→ Task to carry out: Transcribe the data exactly, omitting whatever pictures it holds.

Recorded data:
-- Opening Marker --

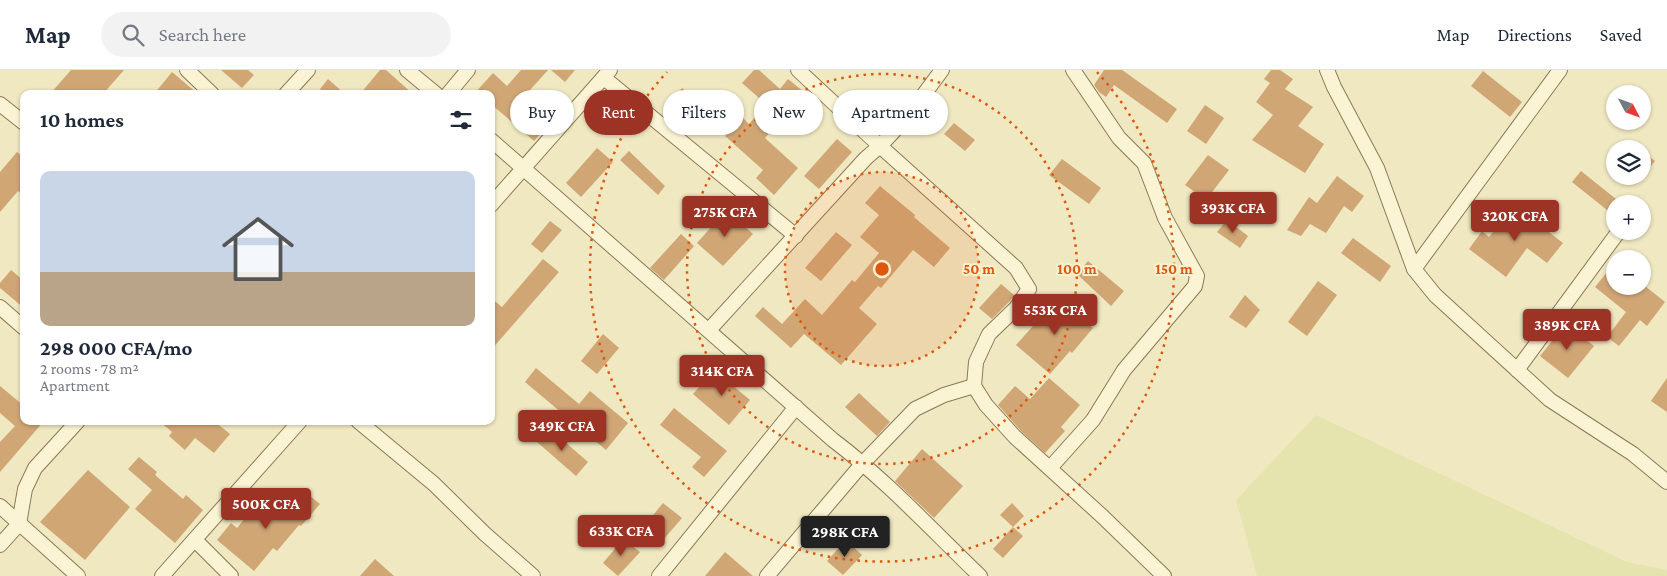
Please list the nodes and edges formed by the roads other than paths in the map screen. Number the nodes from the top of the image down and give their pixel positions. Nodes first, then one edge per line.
1 (187, 70) edge
2 (308, 70) edge
3 (407, 70) edge
4 (468, 70) edge
5 (798, 70) edge
6 (942, 70) edge
7 (1073, 70) edge
8 (1327, 70) edge
9 (1560, 70) edge
10 (607, 74) edge
11 (208, 90) edge
12 (290, 90) edge
13 (431, 90) edge
14 (451, 90) edge
15 (0, 104) edge
16 (20, 120) edge
17 (495, 143) edge
18 (880, 146) junction
19 (524, 168) junction
20 (495, 201) edge
21 (796, 236) junction
22 (1612, 240) edge
23 (1414, 269) junction
24 (0, 307) edge
25 (20, 324) edge
26 (710, 330) junction
27 (1517, 370) junction
28 (974, 386) junction
29 (796, 407) junction
30 (74, 425) edge
31 (296, 425) edge
32 (363, 425) edge
33 (863, 463) junction
34 (1050, 468) junction
35 (1667, 482) edge
36 (0, 506) edge
37 (19, 524) junction
38 (195, 540) junction
39 (0, 545) edge
40 (78, 576) edge
41 (162, 576) edge
42 (231, 576) edge
43 (533, 576) edge
44 (659, 576) edge
45 (767, 576) edge
46 (980, 576) edge
47 (1164, 576) edge

1 - 11 street
2 - 12 street
3 - 13 street
4 - 14 street
5 - 18 street
6 - 18 street
7 - 34 street
8 - 23 street
9 - 23 street
10 - 19 street
10 - 21 street
15 - 16 street
17 - 19 street
18 - 21 street
18 - 28 street
19 - 20 street
19 - 26 street
21 - 26 street
22 - 27 street
23 - 27 street
24 - 25 street
26 - 29 street
27 - 35 street
28 - 33 street
28 - 34 street
29 - 33 street
29 - 44 street
30 - 37 street
31 - 38 street
32 - 43 street
33 - 45 street
33 - 46 street
34 - 47 street
36 - 37 street
37 - 39 street
37 - 40 street
38 - 41 street
38 - 42 street

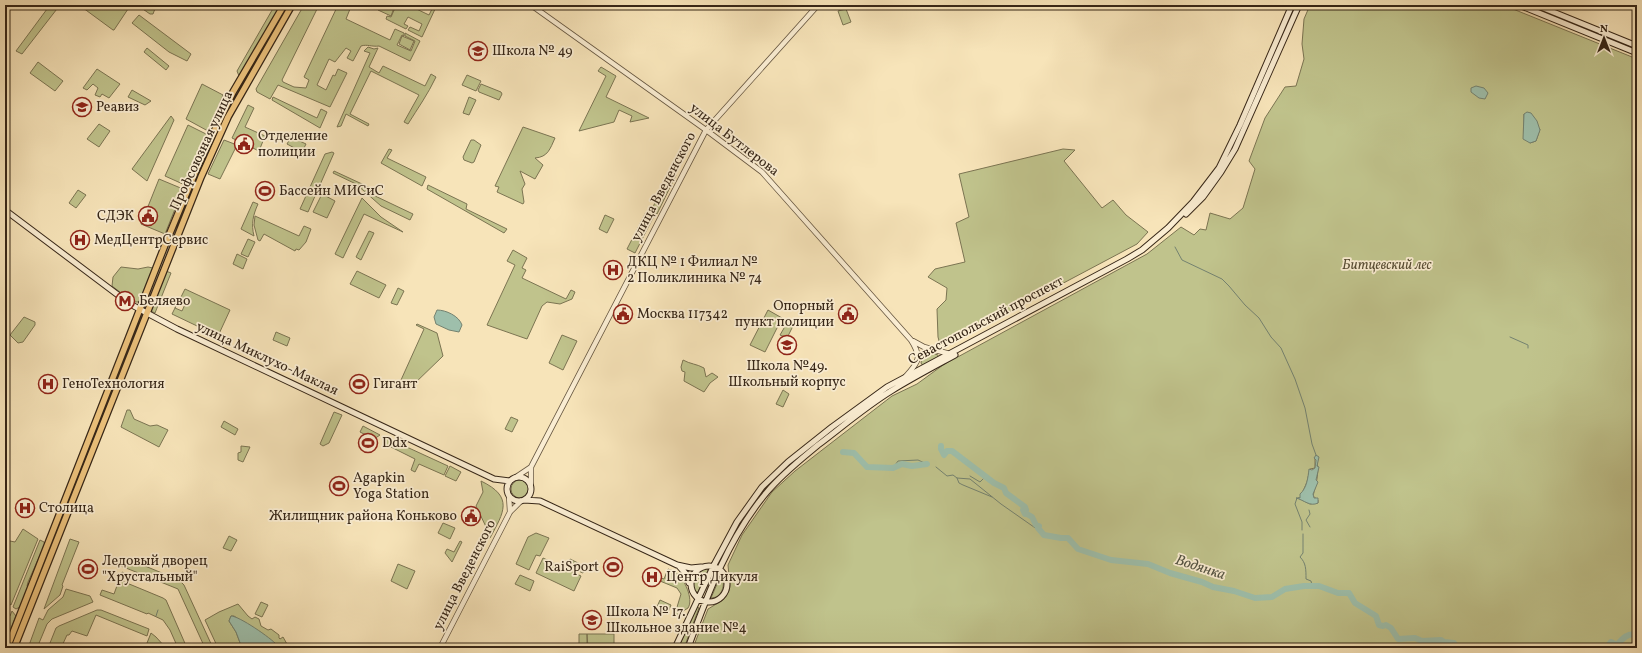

-- Closing Marker --

→ Expected answer:
Please list the nodes and edges formed by the roads other than paths in the map screen. Number the nodes from the top of the image down and give their pixel positions. Nodes first, then one edge per line.
1 (187, 70) edge
2 (308, 70) edge
3 (407, 70) edge
4 (468, 70) edge
5 (798, 70) edge
6 (942, 70) edge
7 (1073, 70) edge
8 (1327, 70) edge
9 (1560, 70) edge
10 (607, 74) edge
11 (208, 90) edge
12 (290, 90) edge
13 (431, 90) edge
14 (451, 90) edge
15 (0, 104) edge
16 (20, 120) edge
17 (495, 143) edge
18 (880, 146) junction
19 (524, 168) junction
20 (495, 201) edge
21 (796, 236) junction
22 (1612, 240) edge
23 (1414, 269) junction
24 (0, 307) edge
25 (20, 324) edge
26 (710, 330) junction
27 (1517, 370) junction
28 (974, 386) junction
29 (796, 407) junction
30 (74, 425) edge
31 (296, 425) edge
32 (363, 425) edge
33 (863, 463) junction
34 (1050, 468) junction
35 (1667, 482) edge
36 (0, 506) edge
37 (19, 524) junction
38 (195, 540) junction
39 (0, 545) edge
40 (78, 576) edge
41 (162, 576) edge
42 (231, 576) edge
43 (533, 576) edge
44 (659, 576) edge
45 (767, 576) edge
46 (980, 576) edge
47 (1164, 576) edge

1 - 11 street
2 - 12 street
3 - 13 street
4 - 14 street
5 - 18 street
6 - 18 street
7 - 34 street
8 - 23 street
9 - 23 street
10 - 19 street
10 - 21 street
15 - 16 street
17 - 19 street
18 - 21 street
18 - 28 street
19 - 20 street
19 - 26 street
21 - 26 street
22 - 27 street
23 - 27 street
24 - 25 street
26 - 29 street
27 - 35 street
28 - 33 street
28 - 34 street
29 - 33 street
29 - 44 street
30 - 37 street
31 - 38 street
32 - 43 street
33 - 45 street
33 - 46 street
34 - 47 street
36 - 37 street
37 - 39 street
37 - 40 street
38 - 41 street
38 - 42 street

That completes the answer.